Input data:

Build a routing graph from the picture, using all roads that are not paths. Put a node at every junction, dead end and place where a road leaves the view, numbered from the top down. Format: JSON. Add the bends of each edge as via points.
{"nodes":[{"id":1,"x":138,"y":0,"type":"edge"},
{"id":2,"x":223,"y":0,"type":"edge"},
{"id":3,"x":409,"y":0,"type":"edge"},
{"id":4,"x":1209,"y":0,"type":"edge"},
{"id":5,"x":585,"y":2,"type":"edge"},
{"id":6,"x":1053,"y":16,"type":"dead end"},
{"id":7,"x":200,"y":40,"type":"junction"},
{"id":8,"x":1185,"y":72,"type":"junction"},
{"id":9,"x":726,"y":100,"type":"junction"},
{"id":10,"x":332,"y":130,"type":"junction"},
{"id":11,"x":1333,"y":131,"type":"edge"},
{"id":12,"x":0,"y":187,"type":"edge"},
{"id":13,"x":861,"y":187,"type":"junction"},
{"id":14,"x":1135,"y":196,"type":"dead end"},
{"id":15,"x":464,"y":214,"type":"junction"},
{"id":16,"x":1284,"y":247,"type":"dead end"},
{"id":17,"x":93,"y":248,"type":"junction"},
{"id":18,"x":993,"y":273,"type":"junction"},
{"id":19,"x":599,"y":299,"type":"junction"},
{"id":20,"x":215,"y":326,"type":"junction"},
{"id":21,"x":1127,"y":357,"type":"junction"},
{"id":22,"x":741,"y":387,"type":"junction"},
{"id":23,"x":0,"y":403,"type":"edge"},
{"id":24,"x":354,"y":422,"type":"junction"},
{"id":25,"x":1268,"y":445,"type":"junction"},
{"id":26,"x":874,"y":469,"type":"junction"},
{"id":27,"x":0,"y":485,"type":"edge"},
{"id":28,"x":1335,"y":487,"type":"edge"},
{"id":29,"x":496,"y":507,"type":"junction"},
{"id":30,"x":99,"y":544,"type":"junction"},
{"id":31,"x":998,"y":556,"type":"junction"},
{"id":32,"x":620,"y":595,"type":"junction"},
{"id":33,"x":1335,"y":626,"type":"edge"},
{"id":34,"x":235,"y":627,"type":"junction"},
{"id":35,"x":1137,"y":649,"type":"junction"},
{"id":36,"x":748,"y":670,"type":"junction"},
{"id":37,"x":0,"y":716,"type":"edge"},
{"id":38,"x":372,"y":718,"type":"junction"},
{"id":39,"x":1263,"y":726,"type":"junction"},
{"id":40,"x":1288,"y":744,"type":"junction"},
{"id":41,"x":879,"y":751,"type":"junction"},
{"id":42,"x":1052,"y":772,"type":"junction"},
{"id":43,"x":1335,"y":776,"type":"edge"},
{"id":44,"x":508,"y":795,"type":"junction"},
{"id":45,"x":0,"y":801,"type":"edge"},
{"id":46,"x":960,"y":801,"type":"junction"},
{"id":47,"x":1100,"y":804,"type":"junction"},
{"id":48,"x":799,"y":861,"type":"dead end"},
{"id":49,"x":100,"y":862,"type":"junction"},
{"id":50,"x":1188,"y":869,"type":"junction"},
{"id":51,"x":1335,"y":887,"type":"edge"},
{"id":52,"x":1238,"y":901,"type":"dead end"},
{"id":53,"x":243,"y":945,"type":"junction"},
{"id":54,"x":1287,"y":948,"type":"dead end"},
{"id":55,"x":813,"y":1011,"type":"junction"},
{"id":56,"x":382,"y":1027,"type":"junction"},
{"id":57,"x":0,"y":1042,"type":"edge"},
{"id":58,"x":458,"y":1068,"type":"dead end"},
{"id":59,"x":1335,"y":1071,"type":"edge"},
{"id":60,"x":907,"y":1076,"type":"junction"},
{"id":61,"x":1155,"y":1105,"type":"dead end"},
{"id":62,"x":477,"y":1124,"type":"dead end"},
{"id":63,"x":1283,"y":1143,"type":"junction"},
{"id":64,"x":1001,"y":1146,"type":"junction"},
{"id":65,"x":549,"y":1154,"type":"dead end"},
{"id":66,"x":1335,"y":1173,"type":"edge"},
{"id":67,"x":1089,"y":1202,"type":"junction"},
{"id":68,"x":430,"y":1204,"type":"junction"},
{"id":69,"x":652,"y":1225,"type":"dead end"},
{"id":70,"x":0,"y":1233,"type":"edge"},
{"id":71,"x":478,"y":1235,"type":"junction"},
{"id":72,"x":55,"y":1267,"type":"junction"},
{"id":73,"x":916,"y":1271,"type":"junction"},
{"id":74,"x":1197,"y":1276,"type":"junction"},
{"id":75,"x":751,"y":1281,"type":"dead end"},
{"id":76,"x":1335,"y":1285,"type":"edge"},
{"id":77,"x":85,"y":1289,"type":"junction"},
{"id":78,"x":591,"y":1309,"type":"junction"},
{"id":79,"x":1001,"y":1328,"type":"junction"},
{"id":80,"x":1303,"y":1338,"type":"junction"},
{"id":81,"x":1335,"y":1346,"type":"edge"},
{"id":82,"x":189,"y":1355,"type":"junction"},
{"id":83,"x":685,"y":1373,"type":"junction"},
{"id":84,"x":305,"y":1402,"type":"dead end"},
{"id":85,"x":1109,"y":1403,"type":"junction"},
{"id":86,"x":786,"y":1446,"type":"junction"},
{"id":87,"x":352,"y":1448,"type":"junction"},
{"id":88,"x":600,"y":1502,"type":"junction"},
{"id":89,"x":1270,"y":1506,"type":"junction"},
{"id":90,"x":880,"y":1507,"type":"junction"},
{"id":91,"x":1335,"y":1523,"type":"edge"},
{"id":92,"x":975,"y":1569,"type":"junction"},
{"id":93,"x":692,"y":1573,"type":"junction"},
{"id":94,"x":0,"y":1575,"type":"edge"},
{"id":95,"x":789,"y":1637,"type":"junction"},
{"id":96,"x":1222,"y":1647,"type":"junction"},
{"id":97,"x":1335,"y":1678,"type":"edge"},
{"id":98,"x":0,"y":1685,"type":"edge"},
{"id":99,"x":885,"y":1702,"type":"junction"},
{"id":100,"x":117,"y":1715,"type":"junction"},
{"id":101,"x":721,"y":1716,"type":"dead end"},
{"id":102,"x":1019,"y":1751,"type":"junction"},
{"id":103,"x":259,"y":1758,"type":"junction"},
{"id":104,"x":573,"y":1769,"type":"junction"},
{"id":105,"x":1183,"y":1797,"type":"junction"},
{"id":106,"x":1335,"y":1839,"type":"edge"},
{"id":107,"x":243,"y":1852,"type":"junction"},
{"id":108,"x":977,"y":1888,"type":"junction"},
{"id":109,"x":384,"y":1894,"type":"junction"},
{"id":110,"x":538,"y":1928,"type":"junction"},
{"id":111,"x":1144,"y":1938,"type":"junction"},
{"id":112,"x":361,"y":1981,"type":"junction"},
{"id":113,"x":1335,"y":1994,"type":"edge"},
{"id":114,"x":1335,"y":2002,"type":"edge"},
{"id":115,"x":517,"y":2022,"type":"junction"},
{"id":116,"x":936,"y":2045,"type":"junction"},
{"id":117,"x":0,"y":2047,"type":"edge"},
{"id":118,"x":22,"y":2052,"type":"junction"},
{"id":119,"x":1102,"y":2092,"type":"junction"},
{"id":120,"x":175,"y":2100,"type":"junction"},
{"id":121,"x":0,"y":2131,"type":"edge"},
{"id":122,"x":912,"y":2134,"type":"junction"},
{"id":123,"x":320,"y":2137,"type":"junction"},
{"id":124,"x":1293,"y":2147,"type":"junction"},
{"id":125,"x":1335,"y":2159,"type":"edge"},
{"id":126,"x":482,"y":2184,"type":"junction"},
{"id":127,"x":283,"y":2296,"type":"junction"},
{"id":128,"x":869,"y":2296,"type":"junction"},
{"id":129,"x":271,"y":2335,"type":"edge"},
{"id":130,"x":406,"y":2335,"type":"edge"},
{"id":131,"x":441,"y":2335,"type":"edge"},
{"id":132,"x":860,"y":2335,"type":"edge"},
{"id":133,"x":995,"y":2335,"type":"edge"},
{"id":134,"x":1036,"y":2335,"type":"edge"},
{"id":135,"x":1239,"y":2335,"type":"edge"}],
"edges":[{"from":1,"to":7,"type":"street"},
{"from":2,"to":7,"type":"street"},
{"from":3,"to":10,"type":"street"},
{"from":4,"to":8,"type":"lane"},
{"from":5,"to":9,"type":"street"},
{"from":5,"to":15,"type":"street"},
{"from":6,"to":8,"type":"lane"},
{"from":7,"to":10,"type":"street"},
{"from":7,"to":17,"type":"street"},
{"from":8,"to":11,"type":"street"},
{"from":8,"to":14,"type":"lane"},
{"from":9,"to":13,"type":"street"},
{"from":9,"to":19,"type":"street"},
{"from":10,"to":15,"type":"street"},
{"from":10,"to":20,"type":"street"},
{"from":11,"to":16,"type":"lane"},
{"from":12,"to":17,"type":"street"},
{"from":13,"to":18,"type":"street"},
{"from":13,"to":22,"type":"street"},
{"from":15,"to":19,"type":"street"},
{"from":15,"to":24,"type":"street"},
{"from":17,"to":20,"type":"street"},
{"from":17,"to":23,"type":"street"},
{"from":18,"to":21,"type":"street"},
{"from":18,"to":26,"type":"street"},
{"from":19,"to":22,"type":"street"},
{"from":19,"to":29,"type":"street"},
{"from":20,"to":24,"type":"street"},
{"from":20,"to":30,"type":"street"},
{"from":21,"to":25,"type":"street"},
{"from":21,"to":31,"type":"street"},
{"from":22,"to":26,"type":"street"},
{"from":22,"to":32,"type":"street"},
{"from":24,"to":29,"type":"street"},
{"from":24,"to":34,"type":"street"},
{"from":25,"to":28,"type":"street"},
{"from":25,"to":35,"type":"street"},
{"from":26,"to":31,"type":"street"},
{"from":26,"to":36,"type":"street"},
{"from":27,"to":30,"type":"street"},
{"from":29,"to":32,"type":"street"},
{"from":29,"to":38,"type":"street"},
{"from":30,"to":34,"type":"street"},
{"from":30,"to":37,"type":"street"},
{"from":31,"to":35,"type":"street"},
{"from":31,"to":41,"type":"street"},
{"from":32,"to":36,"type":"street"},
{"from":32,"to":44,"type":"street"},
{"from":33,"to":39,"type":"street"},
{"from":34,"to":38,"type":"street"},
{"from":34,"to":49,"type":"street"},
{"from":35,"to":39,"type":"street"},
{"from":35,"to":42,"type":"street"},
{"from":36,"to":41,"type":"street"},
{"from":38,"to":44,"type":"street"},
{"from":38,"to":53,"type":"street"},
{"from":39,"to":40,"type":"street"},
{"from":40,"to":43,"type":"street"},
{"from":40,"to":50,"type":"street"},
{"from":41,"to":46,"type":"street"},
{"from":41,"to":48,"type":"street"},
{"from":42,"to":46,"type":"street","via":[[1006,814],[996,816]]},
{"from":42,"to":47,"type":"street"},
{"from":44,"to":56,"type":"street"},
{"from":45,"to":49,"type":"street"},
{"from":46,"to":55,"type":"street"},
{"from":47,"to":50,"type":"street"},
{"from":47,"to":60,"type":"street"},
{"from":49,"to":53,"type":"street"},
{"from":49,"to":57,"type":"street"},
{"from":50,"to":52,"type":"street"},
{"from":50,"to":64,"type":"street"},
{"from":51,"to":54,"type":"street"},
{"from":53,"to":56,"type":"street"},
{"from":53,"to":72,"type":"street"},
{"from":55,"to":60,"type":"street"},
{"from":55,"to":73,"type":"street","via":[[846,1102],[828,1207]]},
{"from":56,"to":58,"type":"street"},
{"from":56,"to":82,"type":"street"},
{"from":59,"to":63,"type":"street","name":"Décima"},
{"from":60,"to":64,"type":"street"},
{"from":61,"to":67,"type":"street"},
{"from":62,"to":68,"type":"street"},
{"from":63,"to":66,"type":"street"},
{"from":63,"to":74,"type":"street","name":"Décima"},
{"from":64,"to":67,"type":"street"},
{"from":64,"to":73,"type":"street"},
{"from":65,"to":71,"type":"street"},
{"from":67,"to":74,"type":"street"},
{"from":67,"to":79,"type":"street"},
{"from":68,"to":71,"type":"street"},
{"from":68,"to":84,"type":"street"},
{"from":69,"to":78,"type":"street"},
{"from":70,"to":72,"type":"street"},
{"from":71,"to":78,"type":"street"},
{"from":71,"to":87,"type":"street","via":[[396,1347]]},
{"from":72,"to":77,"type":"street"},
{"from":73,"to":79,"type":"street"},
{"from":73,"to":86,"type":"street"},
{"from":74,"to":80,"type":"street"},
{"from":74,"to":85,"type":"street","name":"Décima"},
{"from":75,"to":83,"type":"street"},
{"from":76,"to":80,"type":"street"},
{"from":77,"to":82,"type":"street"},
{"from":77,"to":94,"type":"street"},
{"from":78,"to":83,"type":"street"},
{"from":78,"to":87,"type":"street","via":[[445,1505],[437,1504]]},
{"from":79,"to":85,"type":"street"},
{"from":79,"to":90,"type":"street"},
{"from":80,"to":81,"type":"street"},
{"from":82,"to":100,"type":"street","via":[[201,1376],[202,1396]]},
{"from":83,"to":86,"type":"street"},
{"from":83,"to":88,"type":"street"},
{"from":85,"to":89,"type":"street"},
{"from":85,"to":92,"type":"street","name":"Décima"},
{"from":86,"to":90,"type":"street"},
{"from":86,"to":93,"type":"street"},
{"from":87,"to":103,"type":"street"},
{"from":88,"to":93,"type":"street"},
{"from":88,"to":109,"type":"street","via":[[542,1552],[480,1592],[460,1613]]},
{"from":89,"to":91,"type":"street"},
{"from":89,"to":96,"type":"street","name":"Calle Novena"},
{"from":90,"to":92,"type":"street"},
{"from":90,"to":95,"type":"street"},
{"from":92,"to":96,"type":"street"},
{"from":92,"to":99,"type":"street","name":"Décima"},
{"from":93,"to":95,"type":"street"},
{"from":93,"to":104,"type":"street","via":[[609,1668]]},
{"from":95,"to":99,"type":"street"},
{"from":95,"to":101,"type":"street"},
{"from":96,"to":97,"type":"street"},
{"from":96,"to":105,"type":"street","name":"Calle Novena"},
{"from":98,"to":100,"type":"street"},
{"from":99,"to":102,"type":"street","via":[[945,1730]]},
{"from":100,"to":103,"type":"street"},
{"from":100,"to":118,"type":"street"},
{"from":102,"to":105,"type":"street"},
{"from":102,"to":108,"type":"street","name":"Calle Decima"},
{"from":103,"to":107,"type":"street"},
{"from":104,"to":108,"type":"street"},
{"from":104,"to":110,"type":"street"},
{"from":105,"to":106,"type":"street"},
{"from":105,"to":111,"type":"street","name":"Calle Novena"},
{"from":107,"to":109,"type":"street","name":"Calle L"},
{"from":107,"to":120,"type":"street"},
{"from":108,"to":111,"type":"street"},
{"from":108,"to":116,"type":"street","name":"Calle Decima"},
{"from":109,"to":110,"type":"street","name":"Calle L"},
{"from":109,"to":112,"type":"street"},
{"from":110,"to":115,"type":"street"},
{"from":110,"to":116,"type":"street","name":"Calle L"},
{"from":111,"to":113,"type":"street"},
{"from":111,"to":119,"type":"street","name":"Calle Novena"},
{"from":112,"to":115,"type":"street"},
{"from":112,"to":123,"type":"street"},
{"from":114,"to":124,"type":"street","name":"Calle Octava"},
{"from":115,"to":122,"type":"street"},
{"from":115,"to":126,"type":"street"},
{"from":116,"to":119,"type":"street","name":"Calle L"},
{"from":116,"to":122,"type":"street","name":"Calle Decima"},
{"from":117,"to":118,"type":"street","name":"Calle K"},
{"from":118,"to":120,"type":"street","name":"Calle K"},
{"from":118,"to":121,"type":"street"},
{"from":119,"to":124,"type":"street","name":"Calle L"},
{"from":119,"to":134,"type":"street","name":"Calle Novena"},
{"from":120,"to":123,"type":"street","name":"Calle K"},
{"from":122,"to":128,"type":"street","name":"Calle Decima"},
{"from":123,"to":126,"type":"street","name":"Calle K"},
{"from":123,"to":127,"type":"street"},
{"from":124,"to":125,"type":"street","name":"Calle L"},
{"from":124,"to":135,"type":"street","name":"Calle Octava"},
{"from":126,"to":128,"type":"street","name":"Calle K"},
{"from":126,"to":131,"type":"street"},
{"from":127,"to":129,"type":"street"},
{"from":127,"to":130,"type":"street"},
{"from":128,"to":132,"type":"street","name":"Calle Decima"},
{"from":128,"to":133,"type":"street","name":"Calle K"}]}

Goal of the exercise:
Count how many lines in the data above include the string "Novena", and write only that number.

Answer to the problem:
5